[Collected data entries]
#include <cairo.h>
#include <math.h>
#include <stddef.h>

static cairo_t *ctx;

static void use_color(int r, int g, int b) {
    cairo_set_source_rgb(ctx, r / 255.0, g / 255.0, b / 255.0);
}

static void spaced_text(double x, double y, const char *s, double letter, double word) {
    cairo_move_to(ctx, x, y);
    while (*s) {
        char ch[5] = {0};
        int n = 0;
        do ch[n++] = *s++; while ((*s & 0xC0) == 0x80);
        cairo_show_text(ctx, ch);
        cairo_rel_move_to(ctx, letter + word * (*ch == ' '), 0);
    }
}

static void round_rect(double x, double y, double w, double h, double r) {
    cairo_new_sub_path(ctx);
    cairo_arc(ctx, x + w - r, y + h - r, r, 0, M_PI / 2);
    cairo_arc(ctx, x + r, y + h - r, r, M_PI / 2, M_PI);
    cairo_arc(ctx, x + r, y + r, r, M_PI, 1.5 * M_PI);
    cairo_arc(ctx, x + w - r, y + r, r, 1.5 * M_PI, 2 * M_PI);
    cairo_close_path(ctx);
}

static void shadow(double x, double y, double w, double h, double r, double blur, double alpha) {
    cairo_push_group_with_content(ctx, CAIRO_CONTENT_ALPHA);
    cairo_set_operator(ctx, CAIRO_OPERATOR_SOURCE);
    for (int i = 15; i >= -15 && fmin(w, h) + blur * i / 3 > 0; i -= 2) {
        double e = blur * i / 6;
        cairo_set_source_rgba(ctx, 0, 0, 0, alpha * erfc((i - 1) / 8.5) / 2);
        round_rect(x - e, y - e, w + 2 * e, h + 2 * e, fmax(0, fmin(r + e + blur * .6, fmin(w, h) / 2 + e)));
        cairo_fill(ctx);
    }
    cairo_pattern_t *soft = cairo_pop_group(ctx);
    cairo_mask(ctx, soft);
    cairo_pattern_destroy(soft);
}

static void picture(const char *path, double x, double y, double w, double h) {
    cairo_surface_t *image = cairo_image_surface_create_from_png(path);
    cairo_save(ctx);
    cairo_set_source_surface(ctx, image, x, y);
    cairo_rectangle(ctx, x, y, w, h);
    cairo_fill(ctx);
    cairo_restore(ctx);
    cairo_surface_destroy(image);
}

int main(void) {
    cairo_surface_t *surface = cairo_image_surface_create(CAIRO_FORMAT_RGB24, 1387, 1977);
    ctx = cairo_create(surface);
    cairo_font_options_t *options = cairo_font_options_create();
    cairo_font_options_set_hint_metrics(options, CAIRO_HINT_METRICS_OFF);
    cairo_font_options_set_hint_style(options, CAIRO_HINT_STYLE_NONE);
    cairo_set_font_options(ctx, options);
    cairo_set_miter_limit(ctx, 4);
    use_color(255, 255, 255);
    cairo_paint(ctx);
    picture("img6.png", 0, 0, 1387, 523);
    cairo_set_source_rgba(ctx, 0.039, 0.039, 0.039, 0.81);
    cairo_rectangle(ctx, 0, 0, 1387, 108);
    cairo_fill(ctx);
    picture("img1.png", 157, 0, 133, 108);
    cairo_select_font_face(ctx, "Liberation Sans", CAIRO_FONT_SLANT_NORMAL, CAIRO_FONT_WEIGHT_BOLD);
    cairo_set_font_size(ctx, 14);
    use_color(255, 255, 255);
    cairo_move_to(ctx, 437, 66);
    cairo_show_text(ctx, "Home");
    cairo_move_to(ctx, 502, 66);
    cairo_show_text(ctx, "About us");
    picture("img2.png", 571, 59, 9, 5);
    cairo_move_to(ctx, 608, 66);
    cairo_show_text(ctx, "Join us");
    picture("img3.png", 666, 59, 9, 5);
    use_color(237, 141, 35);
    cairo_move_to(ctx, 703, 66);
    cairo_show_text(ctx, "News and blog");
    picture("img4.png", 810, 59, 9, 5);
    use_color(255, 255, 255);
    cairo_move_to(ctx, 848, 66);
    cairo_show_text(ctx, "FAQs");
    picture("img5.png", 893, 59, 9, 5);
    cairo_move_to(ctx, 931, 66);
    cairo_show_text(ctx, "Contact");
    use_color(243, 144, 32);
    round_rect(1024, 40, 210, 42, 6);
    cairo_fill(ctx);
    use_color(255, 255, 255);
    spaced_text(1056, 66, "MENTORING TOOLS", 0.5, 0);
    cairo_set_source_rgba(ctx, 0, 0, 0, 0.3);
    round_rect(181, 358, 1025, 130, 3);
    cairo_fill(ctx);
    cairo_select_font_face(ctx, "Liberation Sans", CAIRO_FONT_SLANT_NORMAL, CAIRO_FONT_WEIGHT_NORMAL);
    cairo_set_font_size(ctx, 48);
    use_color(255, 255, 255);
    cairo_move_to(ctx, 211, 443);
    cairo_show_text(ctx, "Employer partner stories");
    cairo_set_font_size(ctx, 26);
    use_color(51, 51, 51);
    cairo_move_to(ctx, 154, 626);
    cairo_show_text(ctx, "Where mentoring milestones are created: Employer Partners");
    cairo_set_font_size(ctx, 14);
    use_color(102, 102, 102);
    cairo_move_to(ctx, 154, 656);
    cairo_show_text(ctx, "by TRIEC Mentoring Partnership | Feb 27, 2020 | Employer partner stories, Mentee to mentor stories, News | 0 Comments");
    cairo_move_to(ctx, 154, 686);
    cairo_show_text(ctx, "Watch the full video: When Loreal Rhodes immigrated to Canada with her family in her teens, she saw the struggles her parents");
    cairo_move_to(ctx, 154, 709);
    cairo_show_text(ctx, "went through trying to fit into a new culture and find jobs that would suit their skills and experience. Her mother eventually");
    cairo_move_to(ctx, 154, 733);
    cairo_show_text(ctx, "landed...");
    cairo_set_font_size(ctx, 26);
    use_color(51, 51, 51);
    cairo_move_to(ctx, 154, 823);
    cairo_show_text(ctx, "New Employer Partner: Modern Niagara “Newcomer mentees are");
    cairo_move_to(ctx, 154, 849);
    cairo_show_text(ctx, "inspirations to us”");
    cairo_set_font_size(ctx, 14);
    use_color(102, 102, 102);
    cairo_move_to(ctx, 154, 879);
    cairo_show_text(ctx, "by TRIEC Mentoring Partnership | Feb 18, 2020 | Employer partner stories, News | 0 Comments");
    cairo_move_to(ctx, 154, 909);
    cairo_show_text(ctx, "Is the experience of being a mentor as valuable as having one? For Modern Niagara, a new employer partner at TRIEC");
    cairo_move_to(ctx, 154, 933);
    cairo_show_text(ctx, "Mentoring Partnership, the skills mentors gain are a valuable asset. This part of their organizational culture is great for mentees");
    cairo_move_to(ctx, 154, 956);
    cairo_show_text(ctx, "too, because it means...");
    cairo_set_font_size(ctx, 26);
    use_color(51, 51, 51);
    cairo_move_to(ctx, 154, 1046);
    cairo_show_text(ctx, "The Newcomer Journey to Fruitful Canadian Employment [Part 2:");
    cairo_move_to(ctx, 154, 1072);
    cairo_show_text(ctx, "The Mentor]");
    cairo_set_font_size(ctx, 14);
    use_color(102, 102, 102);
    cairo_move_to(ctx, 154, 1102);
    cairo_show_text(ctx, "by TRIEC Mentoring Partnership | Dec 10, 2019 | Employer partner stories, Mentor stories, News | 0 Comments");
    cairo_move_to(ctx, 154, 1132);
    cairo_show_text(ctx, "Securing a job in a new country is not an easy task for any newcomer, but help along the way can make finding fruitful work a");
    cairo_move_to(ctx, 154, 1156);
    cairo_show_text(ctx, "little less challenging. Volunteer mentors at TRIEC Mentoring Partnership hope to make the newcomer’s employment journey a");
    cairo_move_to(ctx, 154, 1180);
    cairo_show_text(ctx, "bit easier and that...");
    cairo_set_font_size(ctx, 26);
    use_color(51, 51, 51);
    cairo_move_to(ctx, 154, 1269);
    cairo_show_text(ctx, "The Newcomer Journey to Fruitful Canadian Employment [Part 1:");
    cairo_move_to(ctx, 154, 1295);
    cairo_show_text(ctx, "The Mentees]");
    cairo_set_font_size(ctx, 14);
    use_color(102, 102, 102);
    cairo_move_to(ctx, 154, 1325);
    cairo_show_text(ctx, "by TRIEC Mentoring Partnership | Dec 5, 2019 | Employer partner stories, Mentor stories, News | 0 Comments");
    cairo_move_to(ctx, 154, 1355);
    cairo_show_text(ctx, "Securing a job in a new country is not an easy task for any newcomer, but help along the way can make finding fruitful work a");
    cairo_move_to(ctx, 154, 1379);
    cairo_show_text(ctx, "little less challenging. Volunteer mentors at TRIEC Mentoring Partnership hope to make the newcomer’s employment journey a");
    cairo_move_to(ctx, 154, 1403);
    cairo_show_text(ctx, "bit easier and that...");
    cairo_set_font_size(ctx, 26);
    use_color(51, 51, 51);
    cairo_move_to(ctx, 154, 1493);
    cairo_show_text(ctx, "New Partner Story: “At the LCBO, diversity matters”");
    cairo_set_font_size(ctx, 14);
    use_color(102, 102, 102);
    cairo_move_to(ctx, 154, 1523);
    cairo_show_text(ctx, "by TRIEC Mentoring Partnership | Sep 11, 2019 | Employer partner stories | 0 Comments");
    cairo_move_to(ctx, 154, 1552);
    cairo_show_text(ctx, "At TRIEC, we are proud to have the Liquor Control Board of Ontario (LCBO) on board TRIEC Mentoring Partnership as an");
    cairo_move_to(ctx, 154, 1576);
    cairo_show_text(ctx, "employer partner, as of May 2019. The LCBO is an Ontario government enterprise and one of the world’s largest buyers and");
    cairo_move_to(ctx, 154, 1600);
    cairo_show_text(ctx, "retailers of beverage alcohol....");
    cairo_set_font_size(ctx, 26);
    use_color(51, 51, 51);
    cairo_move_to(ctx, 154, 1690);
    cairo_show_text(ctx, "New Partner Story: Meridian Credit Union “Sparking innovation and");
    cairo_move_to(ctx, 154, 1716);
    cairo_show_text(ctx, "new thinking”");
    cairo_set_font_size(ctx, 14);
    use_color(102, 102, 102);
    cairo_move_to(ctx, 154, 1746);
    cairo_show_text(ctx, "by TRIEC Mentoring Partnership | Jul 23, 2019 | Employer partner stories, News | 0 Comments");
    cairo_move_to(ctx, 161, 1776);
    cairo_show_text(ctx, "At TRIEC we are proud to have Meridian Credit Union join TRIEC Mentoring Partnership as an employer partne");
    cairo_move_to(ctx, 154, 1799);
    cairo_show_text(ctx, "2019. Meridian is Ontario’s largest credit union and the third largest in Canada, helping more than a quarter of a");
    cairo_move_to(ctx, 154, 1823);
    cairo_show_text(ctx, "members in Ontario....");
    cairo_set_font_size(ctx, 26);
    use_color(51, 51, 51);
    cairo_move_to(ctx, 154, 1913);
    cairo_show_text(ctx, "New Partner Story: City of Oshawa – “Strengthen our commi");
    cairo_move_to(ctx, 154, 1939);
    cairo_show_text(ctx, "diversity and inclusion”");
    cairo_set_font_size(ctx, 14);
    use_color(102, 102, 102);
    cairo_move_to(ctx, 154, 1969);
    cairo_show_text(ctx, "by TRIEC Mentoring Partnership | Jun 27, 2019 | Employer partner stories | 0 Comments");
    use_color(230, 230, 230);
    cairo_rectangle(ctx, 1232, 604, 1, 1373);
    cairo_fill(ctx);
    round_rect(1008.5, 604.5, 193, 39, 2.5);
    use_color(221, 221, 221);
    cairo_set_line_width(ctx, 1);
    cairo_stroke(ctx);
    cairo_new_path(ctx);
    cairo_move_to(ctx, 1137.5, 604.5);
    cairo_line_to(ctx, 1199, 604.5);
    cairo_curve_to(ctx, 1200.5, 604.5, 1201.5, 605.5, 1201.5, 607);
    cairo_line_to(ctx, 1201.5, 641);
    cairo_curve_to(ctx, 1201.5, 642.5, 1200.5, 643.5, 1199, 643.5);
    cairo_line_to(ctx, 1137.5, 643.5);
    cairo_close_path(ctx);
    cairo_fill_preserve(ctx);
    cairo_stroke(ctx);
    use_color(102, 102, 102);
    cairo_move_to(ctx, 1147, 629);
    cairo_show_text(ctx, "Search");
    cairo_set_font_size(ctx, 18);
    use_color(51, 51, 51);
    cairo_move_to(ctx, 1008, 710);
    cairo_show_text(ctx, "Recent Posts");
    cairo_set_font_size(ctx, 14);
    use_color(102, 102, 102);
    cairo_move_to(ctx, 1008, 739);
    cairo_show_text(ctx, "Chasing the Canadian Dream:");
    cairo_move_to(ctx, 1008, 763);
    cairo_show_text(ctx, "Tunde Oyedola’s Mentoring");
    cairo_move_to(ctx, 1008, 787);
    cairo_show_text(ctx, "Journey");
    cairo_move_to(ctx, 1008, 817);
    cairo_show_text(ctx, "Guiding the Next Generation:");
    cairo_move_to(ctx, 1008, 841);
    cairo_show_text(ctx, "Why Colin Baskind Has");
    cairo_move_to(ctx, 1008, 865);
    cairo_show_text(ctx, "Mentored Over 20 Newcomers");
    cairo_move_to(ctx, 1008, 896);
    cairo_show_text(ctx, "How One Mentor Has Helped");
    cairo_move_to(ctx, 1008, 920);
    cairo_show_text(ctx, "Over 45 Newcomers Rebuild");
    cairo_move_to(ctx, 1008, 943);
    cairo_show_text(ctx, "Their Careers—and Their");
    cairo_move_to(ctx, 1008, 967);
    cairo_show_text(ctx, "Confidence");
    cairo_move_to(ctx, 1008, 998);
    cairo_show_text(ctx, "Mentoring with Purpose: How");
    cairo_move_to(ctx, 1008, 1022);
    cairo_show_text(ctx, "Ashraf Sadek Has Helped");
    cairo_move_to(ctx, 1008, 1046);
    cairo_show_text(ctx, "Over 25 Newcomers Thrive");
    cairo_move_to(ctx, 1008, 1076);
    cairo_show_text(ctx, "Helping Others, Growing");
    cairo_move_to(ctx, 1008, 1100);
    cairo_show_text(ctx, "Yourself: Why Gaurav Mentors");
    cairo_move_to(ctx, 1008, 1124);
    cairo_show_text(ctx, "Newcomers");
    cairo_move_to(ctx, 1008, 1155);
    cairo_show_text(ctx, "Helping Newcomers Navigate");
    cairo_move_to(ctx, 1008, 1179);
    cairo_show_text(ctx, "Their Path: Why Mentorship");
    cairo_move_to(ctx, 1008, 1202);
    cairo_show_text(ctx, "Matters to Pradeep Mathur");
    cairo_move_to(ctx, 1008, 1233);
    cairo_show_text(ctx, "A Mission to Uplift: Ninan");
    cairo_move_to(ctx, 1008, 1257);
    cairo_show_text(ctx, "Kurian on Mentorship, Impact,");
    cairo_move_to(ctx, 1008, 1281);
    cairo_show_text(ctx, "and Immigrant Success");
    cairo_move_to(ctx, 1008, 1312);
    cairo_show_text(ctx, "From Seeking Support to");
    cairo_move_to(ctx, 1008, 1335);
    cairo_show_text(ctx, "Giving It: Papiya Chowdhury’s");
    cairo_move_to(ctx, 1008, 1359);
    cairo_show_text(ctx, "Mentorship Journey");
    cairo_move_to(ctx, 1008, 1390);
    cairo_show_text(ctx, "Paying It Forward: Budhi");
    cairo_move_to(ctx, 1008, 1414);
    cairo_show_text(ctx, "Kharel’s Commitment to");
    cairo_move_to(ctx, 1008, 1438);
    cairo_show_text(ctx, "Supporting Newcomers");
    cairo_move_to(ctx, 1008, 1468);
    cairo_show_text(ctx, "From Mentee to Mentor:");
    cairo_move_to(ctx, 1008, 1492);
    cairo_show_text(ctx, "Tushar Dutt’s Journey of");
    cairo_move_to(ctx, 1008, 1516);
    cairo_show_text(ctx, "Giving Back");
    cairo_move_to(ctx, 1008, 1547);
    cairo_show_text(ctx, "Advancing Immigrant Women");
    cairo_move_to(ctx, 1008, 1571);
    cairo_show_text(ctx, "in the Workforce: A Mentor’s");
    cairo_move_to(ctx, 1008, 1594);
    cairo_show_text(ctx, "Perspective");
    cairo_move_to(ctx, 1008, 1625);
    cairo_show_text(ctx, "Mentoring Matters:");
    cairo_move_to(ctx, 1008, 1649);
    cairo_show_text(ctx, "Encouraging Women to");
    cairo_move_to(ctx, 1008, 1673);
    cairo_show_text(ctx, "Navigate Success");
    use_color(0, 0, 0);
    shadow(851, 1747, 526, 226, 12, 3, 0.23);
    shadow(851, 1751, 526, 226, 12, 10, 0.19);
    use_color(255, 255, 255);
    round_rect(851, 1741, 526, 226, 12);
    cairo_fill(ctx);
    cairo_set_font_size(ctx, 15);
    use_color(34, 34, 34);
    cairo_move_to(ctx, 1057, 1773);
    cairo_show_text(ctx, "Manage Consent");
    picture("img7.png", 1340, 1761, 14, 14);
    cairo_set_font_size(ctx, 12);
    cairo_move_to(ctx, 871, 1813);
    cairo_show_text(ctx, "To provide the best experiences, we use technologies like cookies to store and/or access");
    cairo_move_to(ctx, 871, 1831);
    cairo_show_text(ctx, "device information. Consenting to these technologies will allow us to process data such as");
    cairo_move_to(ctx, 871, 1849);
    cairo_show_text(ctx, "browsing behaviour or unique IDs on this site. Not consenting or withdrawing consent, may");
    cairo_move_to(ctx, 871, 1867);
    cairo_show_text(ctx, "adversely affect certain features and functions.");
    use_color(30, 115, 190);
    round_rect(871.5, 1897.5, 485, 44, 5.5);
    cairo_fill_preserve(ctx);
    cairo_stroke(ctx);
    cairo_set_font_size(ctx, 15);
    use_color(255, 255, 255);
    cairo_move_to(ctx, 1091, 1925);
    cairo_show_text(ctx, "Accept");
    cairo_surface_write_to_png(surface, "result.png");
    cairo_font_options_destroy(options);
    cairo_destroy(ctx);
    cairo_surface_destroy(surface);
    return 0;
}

[Problem details]: Look through the data above. Find each line with the string "letter" and copy it.

[Task solution]:
static void spaced_text(double x, double y, const char *s, double letter, double word) {
        cairo_rel_move_to(ctx, letter + word * (*ch == ' '), 0);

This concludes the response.